What you are asked to do → Go line by line through the entries and show those that hold the string "dead".

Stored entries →
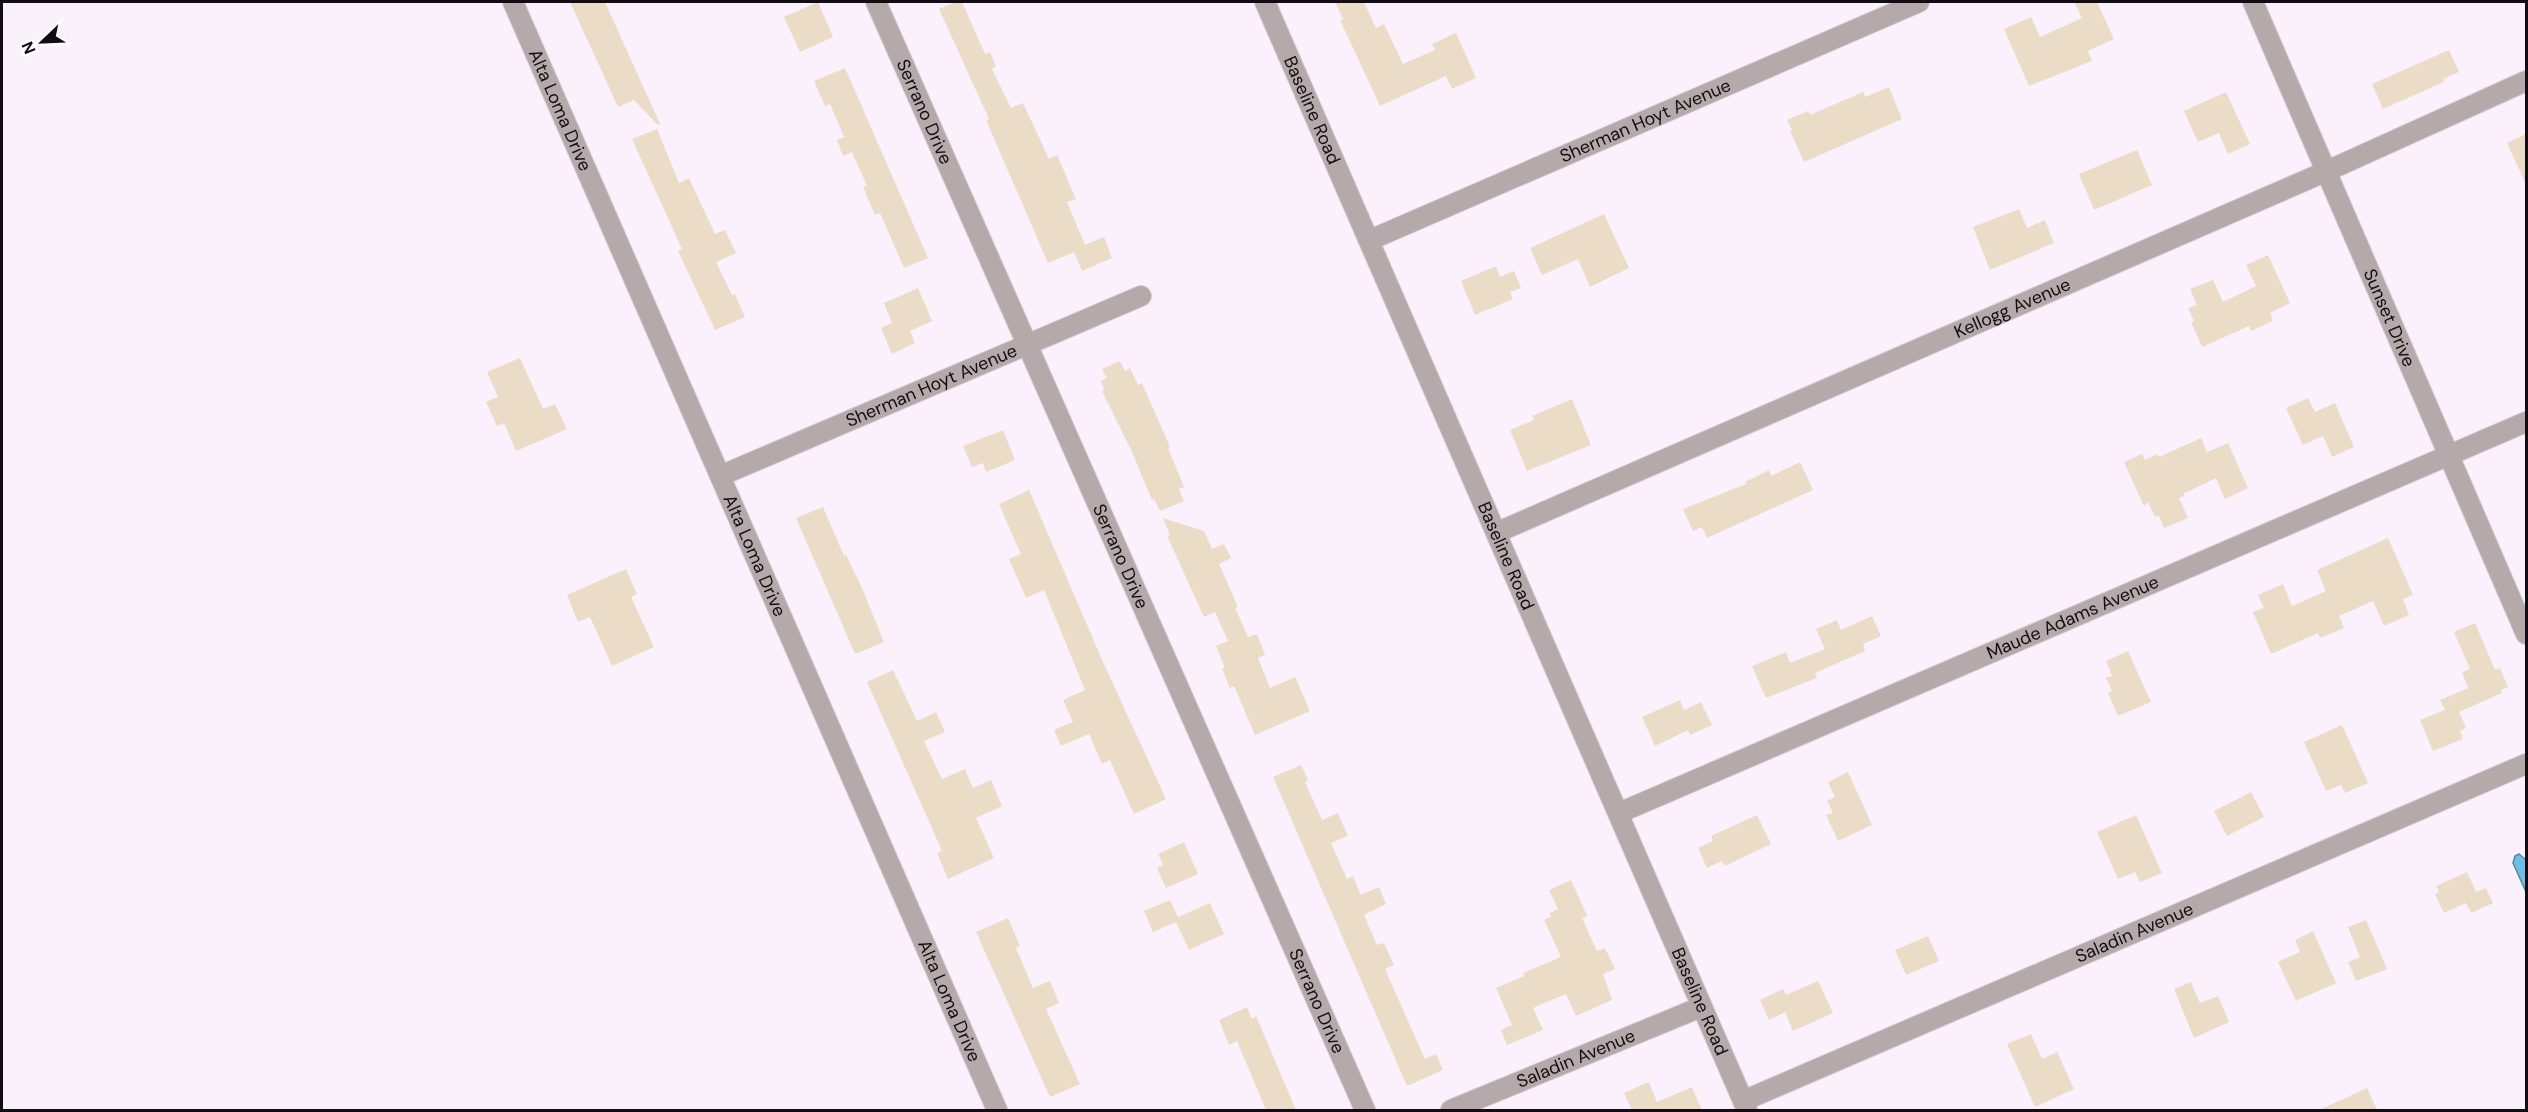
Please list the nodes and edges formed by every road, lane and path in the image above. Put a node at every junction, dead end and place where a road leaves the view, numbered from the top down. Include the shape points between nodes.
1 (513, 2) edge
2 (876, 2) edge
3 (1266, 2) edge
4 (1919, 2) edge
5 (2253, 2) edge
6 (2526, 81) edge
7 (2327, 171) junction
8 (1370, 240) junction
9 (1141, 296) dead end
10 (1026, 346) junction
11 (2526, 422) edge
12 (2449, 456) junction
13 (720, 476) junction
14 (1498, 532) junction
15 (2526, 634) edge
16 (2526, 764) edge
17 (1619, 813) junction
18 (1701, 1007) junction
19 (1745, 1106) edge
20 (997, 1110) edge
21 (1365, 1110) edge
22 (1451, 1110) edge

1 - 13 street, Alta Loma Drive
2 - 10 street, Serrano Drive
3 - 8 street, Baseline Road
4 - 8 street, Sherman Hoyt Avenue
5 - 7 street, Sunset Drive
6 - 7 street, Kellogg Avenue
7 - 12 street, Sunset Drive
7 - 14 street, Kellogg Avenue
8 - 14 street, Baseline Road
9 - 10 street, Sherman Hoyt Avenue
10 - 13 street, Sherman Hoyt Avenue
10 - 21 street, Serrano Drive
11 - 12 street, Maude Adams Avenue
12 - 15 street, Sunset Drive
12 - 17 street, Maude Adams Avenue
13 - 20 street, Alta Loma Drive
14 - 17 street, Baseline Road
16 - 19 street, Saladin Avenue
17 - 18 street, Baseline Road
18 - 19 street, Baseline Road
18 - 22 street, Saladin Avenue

Reply →
Please list the nodes and edges formed by every road, lane and path in the image above. Put a node at every junction, dead end and place where a road leaves the view, numbered from the top down. Include the shape points between nodes.
9 (1141, 296) dead end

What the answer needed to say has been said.